Exercise brief —
Search the entries below for the word "roads", then copy each line in which it is found.

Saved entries
········
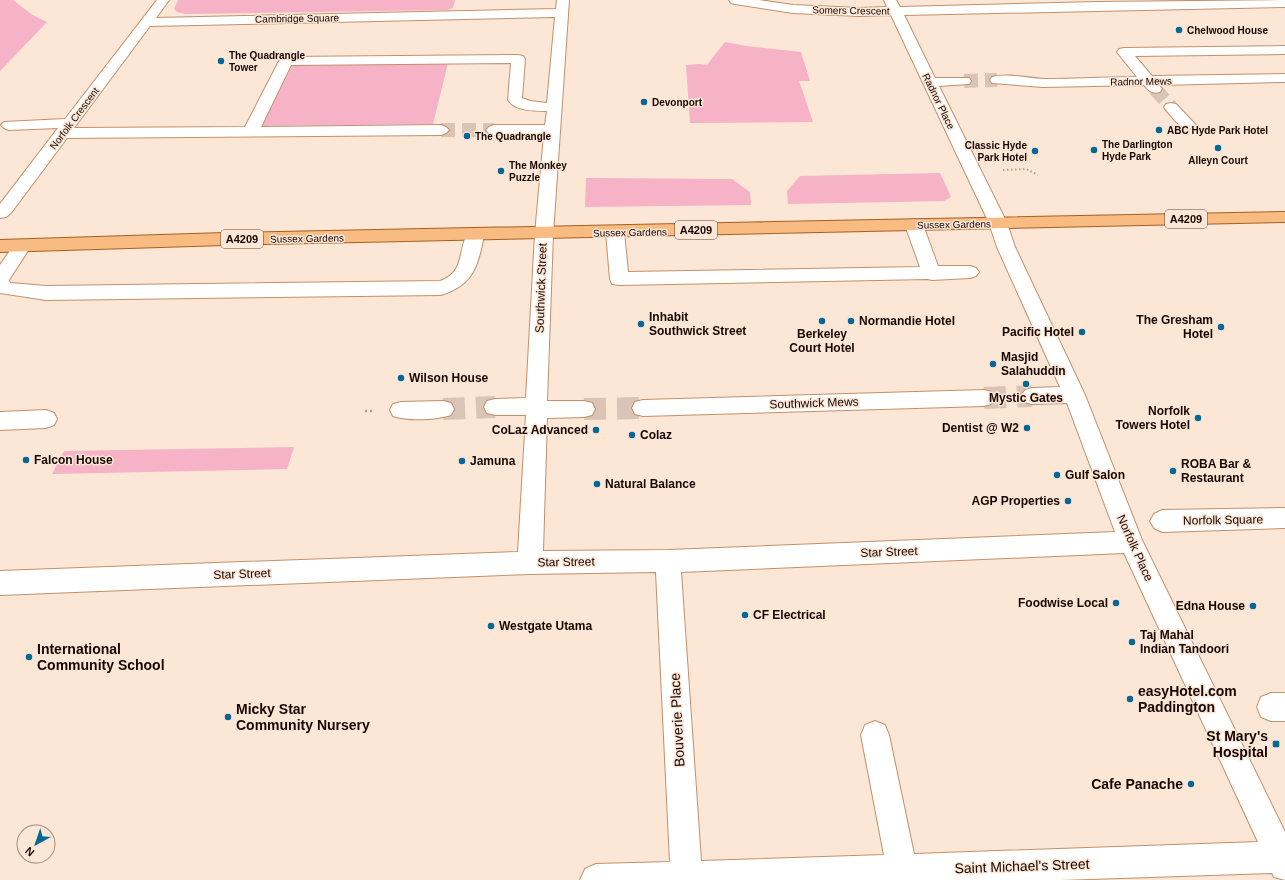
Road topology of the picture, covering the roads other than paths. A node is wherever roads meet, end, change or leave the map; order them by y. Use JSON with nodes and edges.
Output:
{"nodes":[{"id":1,"x":158,"y":0,"type":"edge"},
{"id":2,"x":163,"y":0,"type":"edge"},
{"id":3,"x":735,"y":0,"type":"edge"},
{"id":4,"x":1285,"y":3,"type":"edge"},
{"id":5,"x":892,"y":5,"type":"edge"},
{"id":6,"x":562,"y":6,"type":"edge"},
{"id":7,"x":146,"y":22,"type":"junction"},
{"id":8,"x":1285,"y":50,"type":"edge"},
{"id":9,"x":1285,"y":78,"type":"edge"},
{"id":10,"x":998,"y":80,"type":"tunnel mouth"},
{"id":11,"x":964,"y":81,"type":"tunnel mouth"},
{"id":12,"x":930,"y":82,"type":"junction"},
{"id":13,"x":1151,"y":85,"type":"junction"},
{"id":14,"x":554,"y":107,"type":"junction"},
{"id":15,"x":1171,"y":107,"type":"tunnel mouth"},
{"id":16,"x":9,"y":125,"type":"dead end"},
{"id":17,"x":1188,"y":125,"type":"dead end"},
{"id":18,"x":66,"y":128,"type":"junction"},
{"id":19,"x":442,"y":130,"type":"tunnel mouth"},
{"id":20,"x":494,"y":130,"type":"tunnel mouth"},
{"id":21,"x":552,"y":130,"type":"junction"},
{"id":22,"x":252,"y":131,"type":"junction"},
{"id":23,"x":0,"y":212,"type":"edge"},
{"id":24,"x":1285,"y":217,"type":"edge"},
{"id":25,"x":998,"y":223,"type":"junction"},
{"id":26,"x":914,"y":225,"type":"junction"},
{"id":27,"x":615,"y":232,"type":"junction"},
{"id":28,"x":475,"y":234,"type":"junction"},
{"id":29,"x":544,"y":234,"type":"junction"},
{"id":30,"x":0,"y":246,"type":"edge"},
{"id":31,"x":22,"y":246,"type":"junction"},
{"id":32,"x":970,"y":272,"type":"dead end"},
{"id":33,"x":932,"y":274,"type":"junction"},
{"id":34,"x":0,"y":280,"type":"edge"},
{"id":35,"x":1074,"y":395,"type":"junction"},
{"id":36,"x":1032,"y":396,"type":"tunnel mouth"},
{"id":37,"x":984,"y":398,"type":"tunnel mouth"},
{"id":38,"x":495,"y":407,"type":"tunnel mouth"},
{"id":39,"x":536,"y":408,"type":"junction"},
{"id":40,"x":643,"y":408,"type":"tunnel mouth"},
{"id":41,"x":443,"y":409,"type":"tunnel mouth"},
{"id":42,"x":584,"y":409,"type":"tunnel mouth"},
{"id":43,"x":401,"y":410,"type":"dead end"},
{"id":44,"x":46,"y":420,"type":"dead end"},
{"id":45,"x":0,"y":421,"type":"edge"},
{"id":46,"x":1285,"y":518,"type":"edge"},
{"id":47,"x":1162,"y":521,"type":"dead end"},
{"id":48,"x":1131,"y":542,"type":"junction"},
{"id":49,"x":668,"y":561,"type":"junction"},
{"id":50,"x":530,"y":563,"type":"junction"},
{"id":51,"x":0,"y":583,"type":"edge"},
{"id":52,"x":875,"y":735,"type":"dead end"},
{"id":53,"x":1283,"y":862,"type":"edge"},
{"id":54,"x":902,"y":870,"type":"junction"},
{"id":55,"x":686,"y":878,"type":"edge"},
{"id":56,"x":596,"y":880,"type":"edge"}],
"edges":[{"from":1,"to":2,"type":"street"},
{"from":2,"to":7,"type":"street"},
{"from":3,"to":5,"type":"street","name":"Somers Crescent"},
{"from":4,"to":5,"type":"street","name":"Somers Crescent"},
{"from":5,"to":12,"type":"street","name":"Radnor Place"},
{"from":6,"to":7,"type":"street","name":"Cambridge Square"},
{"from":6,"to":14,"type":"street","name":"Southwick Street"},
{"from":7,"to":18,"type":"street","name":"Norfolk Crescent"},
{"from":8,"to":13,"type":"street"},
{"from":9,"to":13,"type":"street","name":"Radnor Mews"},
{"from":10,"to":13,"type":"street","name":"Radnor Mews"},
{"from":11,"to":12,"type":"street"},
{"from":12,"to":25,"type":"street","name":"Radnor Place"},
{"from":14,"to":21,"type":"street","name":"Southwick Street"},
{"from":14,"to":22,"type":"street"},
{"from":15,"to":17,"type":"street"},
{"from":16,"to":18,"type":"street"},
{"from":18,"to":22,"type":"street"},
{"from":18,"to":23,"type":"street","name":"Norfolk Crescent"},
{"from":19,"to":22,"type":"street"},
{"from":20,"to":21,"type":"street"},
{"from":21,"to":29,"type":"street","name":"Southwick Street"},
{"from":24,"to":25,"type":"main road","name":"Sussex Gardens","number":"A4209"},
{"from":25,"to":26,"type":"main road","name":"Sussex Gardens","number":"A4209"},
{"from":25,"to":35,"type":"street","name":"Norfolk Place"},
{"from":26,"to":27,"type":"main road","name":"Sussex Gardens","number":"A4209"},
{"from":26,"to":33,"type":"street"},
{"from":27,"to":29,"type":"main road","name":"Sussex Gardens","number":"A4209"},
{"from":27,"to":33,"type":"street"},
{"from":28,"to":29,"type":"main road","name":"Sussex Gardens","number":"A4209"},
{"from":28,"to":31,"type":"main road","name":"Sussex Gardens","number":"A4209"},
{"from":28,"to":34,"type":"street"},
{"from":29,"to":39,"type":"street","name":"Southwick Street"},
{"from":30,"to":31,"type":"main road","name":"Sussex Gardens","number":"A4209"},
{"from":31,"to":34,"type":"street"},
{"from":32,"to":33,"type":"street"},
{"from":35,"to":36,"type":"street"},
{"from":35,"to":48,"type":"street","name":"Norfolk Place"},
{"from":37,"to":40,"type":"street","name":"Southwick Mews"},
{"from":38,"to":39,"type":"street"},
{"from":39,"to":42,"type":"street"},
{"from":39,"to":50,"type":"street","name":"Southwick Street"},
{"from":41,"to":43,"type":"street"},
{"from":44,"to":45,"type":"street"},
{"from":46,"to":47,"type":"street","name":"Norfolk Square"},
{"from":48,"to":49,"type":"street","name":"Star Street"},
{"from":48,"to":53,"type":"street","name":"Norfolk Place"},
{"from":49,"to":50,"type":"street","name":"Star Street"},
{"from":49,"to":55,"type":"street","name":"Bouverie Place"},
{"from":50,"to":51,"type":"street","name":"Star Street"},
{"from":52,"to":54,"type":"street"},
{"from":53,"to":54,"type":"street","name":"Saint Michael's Street"},
{"from":54,"to":55,"type":"street","name":"Saint Michael's Street"},
{"from":55,"to":56,"type":"street","name":"Saint Michael's Street"}]}
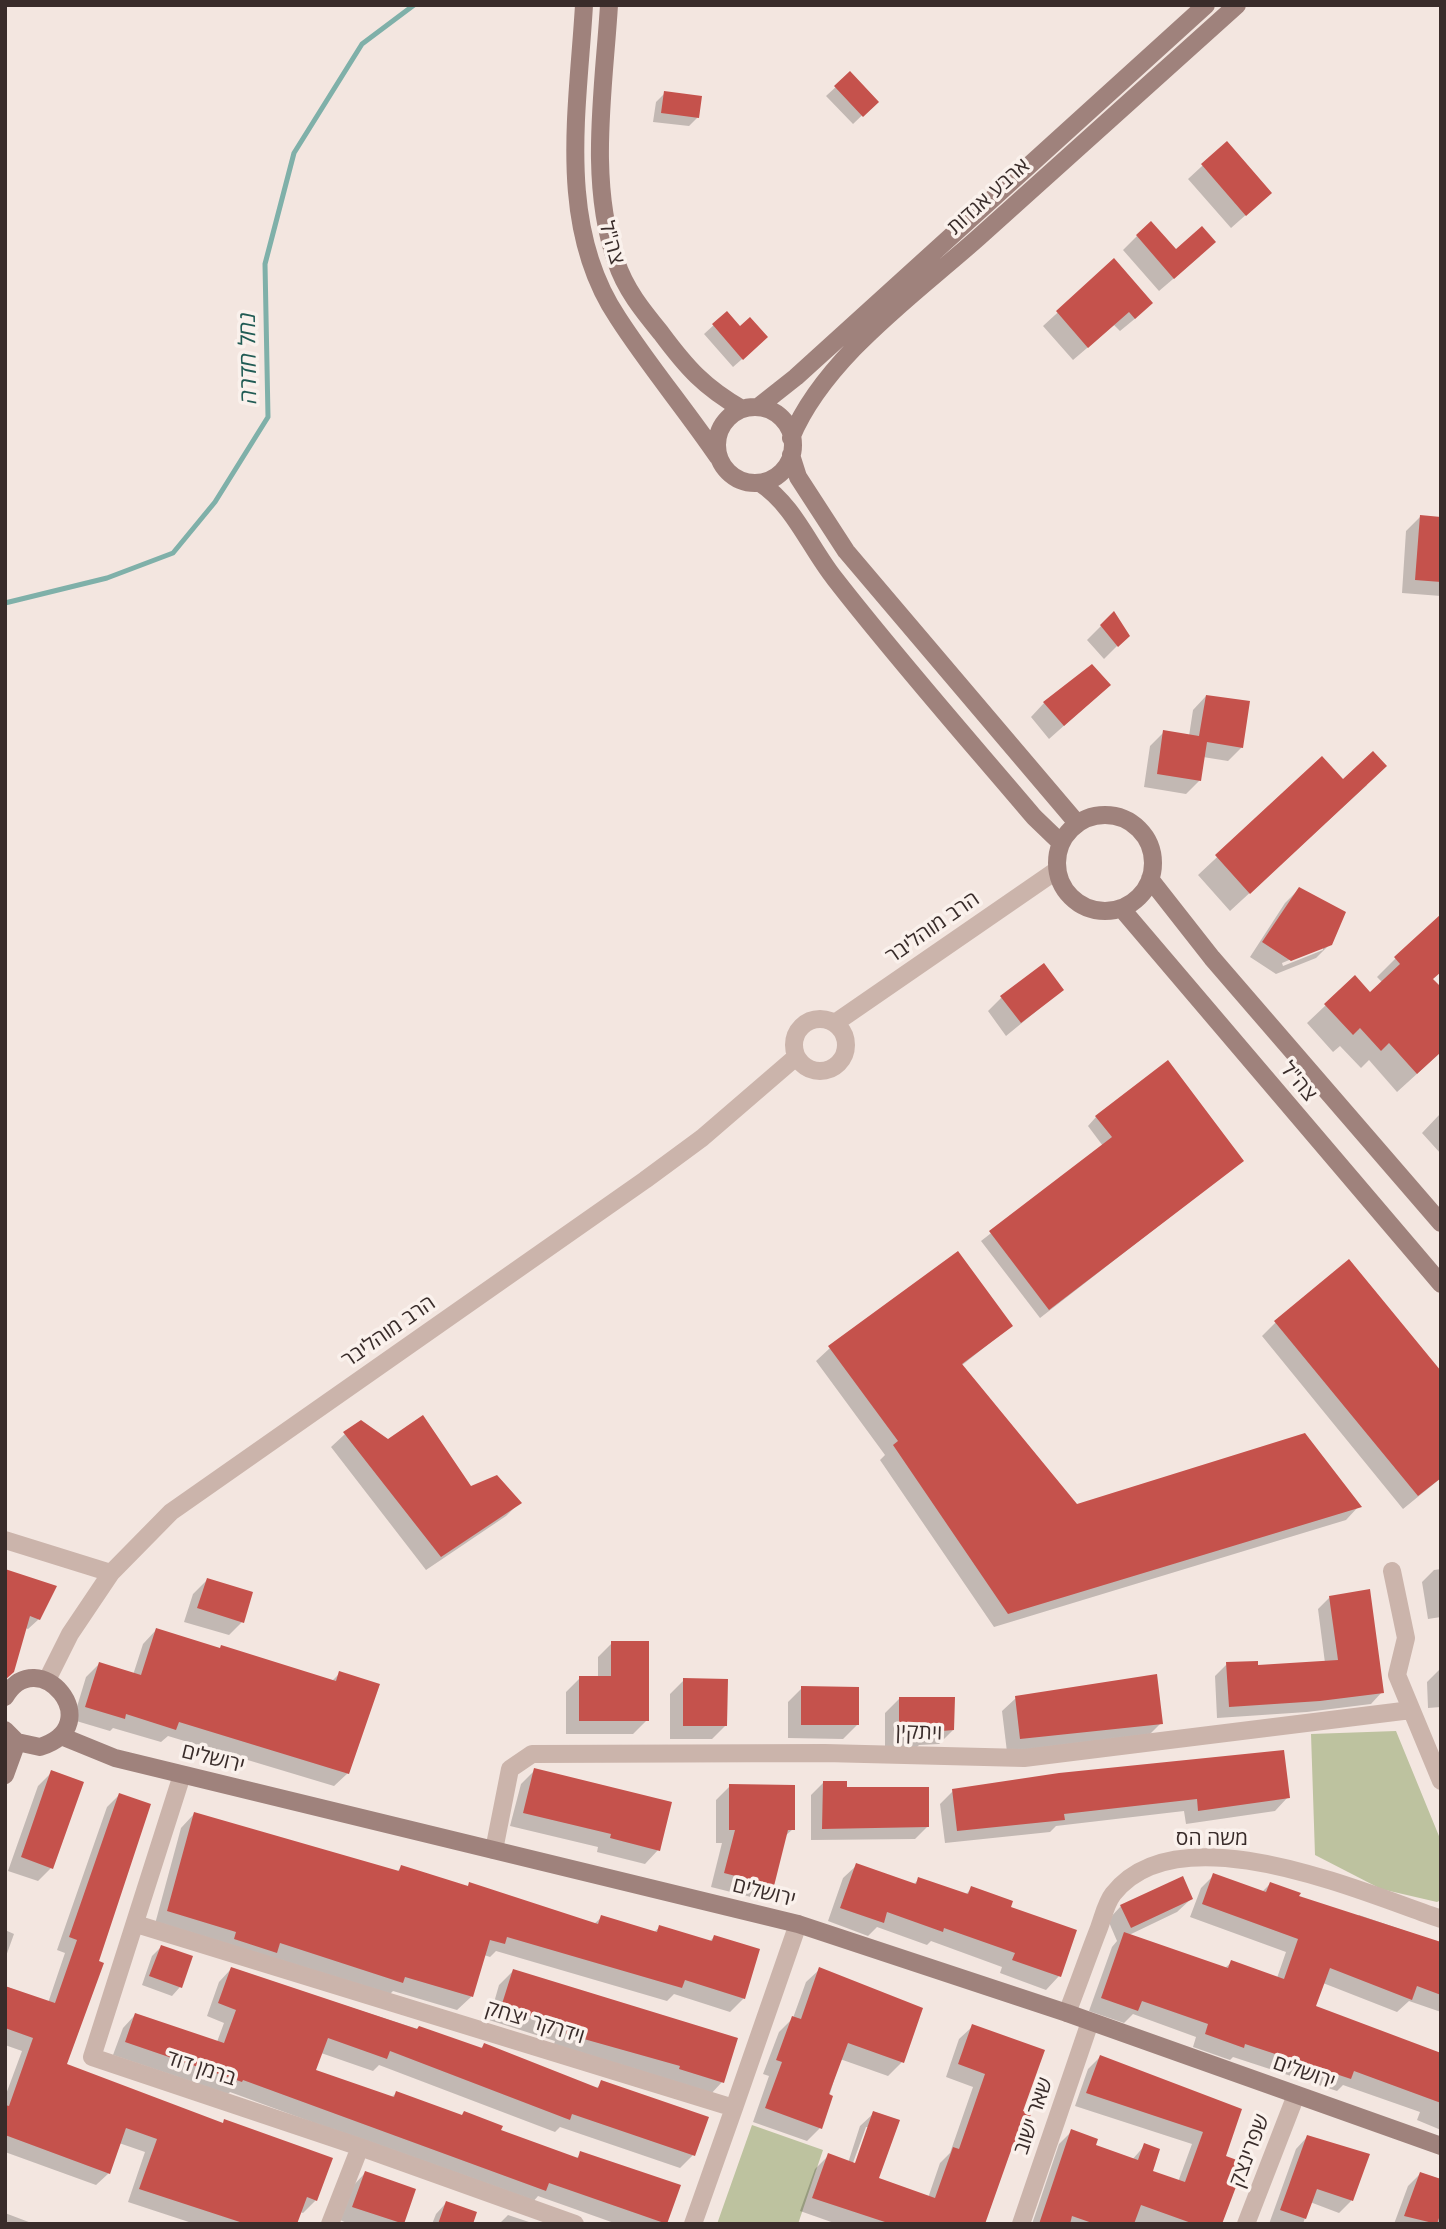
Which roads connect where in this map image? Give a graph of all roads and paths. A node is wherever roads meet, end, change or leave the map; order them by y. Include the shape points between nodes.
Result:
1 (584, 5) edge
2 (609, 5) edge
3 (1206, 5) edge
4 (1237, 5) edge
5 (750, 408) junction
6 (791, 447) junction
7 (718, 457) junction
8 (760, 482) junction
9 (1077, 823) junction
10 (1061, 843) junction
11 (1057, 870) junction
12 (1150, 879) junction
13 (1121, 908) junction
14 (835, 1023) junction
15 (796, 1057) junction
16 (1441, 1223) edge
17 (1441, 1284) edge
18 (5, 1540) edge
19 (1392, 1571) dead end
20 (111, 1573) junction
21 (47, 1680) junction
22 (5, 1697) edge
23 (1410, 1710) junction
24 (11, 1736) edge
25 (61, 1736) junction
26 (5, 1775) edge
27 (182, 1775) junction
28 (1441, 1780) edge
29 (494, 1850) junction
30 (1441, 1919) edge
31 (136, 1924) junction
32 (798, 1924) junction
33 (1067, 2013) junction
34 (1090, 2022) junction
35 (1296, 2095) junction
36 (734, 2108) junction
37 (1441, 2146) edge
38 (360, 2147) junction
39 (330, 2224) edge
40 (575, 2224) edge
41 (693, 2224) edge
42 (1021, 2224) edge
43 (1246, 2224) edge

1 - 7 main road, צה"ל via 575,148 576,195 584,236 616,317
2 - 5 main road, צה"ל via 601,187 616,262 634,299 693,375 711,391
3 - 5 main road, ארבע אגדות via 796,377
4 - 6 main road, ארבע אגדות via 879,326 802,411
5 - 6 main road via 775,413 784,421
5 - 7 main road via 724,422
6 - 8 main road via 778,475
6 - 9 main road via 798,477 846,551
7 - 8 main road via 741,481
8 - 10 main road via 779,498 870,623
9 - 10 main road
9 - 12 main road via 1099,815 1134,825 1149,845
10 - 11 main road
11 - 13 main road via 1065,890 1080,905 1107,911
11 - 14 street, הרב מוהליבר
12 - 13 main road via 1139,897
12 - 16 main road, צה"ל via 1220,969
13 - 17 main road, צה"ל
14 - 15 street via 818,1019 803,1025 794,1040
14 - 15 street via 845,1038 839,1064 816,1071
15 - 20 street, הרב מוהליבר via 645,1180 171,1512
18 - 20 street
19 - 23 street via 1406,1638 1397,1675
20 - 21 street, הרב מוהליבר via 69,1634
21 - 22 main road via 26,1679
21 - 25 main road via 69,1704 67,1727
23 - 28 street
23 - 29 street, ויתקין via 1024,1758 532,1754 510,1769
24 - 25 main road via 40,1747
24 - 26 main road
25 - 27 main road, ירושלים via 116,1758
27 - 29 main road, ירושלים
27 - 31 street, ברמן דוד
29 - 32 main road, ירושלים
30 - 33 street, משה הס via 1264,1863 1184,1857 1151,1865 1125,1879 1111,1896
31 - 36 street, וידרקר יצחק
31 - 38 street, ברמן דוד via 92,2057
32 - 33 main road, ירושלים
32 - 36 street
33 - 34 main road, ירושלים
34 - 35 main road, ירושלים
34 - 42 street, שאר ישוב
35 - 37 main road, ירושלים
35 - 43 street, שפרינצק
36 - 41 street
38 - 39 street
38 - 40 street, ברמן דוד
········
Response below —
Road topology of the picture, covering the roads other than paths. A node is wherever roads meet, end, change or leave the map; order them by y. Use JSON with nodes and edges.
Which roads connect where in this map image? Give a graph of all roads and paths. A node is wherever roads meet, end, change or leave the map; order them by y. Include the shape points between nodes.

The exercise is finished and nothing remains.